Objective: To evaluate the frequency of cytokine gene single nucleotide polymorphisms (SNP) of IL-1beta and IL-10 at promoter sites -115 and -1082 respectively and their association with hepatocellular injury as suggested by alanine aminotransferase (ALT) level.
Methods: Fifty six patients (31 males, 25 females) positive for HCV antibody were studied. Their mean age was 37.5 +/- 12.0 years (range 16-62). Fifty one were HCV RNA positive; 14 had normal and 37 elevated ALT levels. Type 3 was the predominant genotype. For cytokine polymorphism DNA was extracted from the whole blood. After amplification with polymerase chain reaction, biallelic polymorphisms of IL-1beta at -115 and IL-10 at -1082 promotor site were determined using sequence specific oligonucleotide primers.
Results: IL-1beta-15 C allele was present in 49 (87.5%) and -115 T in 30 (53.6%) patients. Genotype CC was present in 26 (46%), TC 23 in (42%), and TT in 07 (12%). IL-10 -1082 A allele was seen in 50 (89.3%) and -1082 G in 35 (62.5%). Genotype AG in 29 (52%), AA in 21(37%), and GG in 06 (11%). Though greater number of HCV RNA positive patients with normal ALT had IL-10 -1082 AG genotype (10 out of 14), no statistically significant difference could be found in the genotype profile of the above promoter sites of IL-1beta and IL-10 in patients with normal or elevated ALT.
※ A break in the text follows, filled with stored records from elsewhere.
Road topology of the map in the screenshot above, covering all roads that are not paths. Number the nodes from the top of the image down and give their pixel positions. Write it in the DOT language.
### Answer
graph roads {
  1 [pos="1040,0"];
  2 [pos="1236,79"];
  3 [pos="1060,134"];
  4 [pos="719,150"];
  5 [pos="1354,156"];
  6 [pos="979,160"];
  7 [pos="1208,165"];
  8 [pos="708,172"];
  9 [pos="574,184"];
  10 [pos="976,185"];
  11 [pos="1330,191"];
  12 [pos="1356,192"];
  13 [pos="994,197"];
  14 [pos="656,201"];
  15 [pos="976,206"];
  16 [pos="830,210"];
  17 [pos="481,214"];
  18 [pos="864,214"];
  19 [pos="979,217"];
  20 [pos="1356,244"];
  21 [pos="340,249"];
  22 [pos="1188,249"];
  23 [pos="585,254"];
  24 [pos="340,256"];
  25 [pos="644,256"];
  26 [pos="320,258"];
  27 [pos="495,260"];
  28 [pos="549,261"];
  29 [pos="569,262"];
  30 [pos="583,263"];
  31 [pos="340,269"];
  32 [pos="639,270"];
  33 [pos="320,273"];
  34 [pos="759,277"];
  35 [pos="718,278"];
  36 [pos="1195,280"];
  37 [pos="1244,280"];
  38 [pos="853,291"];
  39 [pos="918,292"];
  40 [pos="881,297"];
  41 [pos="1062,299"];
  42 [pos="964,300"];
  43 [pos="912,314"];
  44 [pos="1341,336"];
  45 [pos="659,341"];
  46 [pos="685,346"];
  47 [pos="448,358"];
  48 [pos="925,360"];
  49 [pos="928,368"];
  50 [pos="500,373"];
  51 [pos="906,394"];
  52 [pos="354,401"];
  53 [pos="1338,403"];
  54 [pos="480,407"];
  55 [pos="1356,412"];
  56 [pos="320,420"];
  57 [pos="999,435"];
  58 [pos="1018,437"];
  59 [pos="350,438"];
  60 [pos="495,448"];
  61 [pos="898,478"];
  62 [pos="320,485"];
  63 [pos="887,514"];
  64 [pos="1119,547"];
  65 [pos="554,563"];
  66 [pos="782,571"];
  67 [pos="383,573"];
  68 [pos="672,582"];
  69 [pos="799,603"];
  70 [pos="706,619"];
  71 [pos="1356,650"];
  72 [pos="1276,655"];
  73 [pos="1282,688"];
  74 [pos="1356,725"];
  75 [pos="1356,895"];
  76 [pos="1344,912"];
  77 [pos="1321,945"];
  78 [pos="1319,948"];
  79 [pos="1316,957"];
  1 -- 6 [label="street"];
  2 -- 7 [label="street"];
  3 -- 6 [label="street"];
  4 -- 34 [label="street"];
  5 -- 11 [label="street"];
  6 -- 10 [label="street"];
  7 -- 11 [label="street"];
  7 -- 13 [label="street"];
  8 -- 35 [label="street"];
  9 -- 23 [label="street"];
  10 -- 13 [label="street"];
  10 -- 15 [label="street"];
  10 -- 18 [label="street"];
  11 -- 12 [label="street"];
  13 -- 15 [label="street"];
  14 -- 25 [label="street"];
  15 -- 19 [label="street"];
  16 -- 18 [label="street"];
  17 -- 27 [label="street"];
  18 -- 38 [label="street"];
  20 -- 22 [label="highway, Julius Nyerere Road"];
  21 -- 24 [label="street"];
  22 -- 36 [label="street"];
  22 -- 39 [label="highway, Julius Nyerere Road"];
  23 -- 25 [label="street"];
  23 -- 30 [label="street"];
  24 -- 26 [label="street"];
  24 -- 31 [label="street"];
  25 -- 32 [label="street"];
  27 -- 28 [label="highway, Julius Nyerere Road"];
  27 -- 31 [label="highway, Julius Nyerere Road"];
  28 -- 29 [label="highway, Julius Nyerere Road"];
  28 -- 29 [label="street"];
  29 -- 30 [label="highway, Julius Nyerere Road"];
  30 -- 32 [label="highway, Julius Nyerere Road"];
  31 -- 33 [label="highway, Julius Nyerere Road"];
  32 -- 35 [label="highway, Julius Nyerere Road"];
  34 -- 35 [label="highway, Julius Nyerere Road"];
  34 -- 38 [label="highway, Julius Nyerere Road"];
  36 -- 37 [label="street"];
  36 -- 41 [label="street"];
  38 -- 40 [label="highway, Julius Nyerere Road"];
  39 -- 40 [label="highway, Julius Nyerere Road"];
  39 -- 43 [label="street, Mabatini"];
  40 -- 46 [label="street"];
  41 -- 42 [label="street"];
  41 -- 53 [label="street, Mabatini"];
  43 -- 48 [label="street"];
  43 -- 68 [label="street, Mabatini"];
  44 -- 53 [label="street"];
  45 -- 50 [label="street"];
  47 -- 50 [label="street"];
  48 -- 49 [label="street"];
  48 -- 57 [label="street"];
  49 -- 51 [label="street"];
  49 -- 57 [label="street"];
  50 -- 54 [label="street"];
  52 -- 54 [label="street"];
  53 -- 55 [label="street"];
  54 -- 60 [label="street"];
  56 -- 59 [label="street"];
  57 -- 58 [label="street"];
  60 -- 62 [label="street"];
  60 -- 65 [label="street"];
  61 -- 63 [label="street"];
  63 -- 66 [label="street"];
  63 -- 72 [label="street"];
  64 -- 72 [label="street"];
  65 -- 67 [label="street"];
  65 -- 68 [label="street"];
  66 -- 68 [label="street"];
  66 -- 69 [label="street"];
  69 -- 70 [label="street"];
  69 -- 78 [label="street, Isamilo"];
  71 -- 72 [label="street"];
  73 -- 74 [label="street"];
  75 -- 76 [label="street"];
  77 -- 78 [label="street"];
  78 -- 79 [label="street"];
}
Conclusion: IL-1beta-115 C and IL-10 -1082A are the more frequent alleles in our patients. Genotypes L-1beta -115 CC and TC, and IL-10 -1082AG and AA are common while -115 TT and -1082 GG are less common. Any effect of IL-1beta and IL-10 gene polymorphism on the degree of hepatocellular injury may not be apparent by the ALT levels.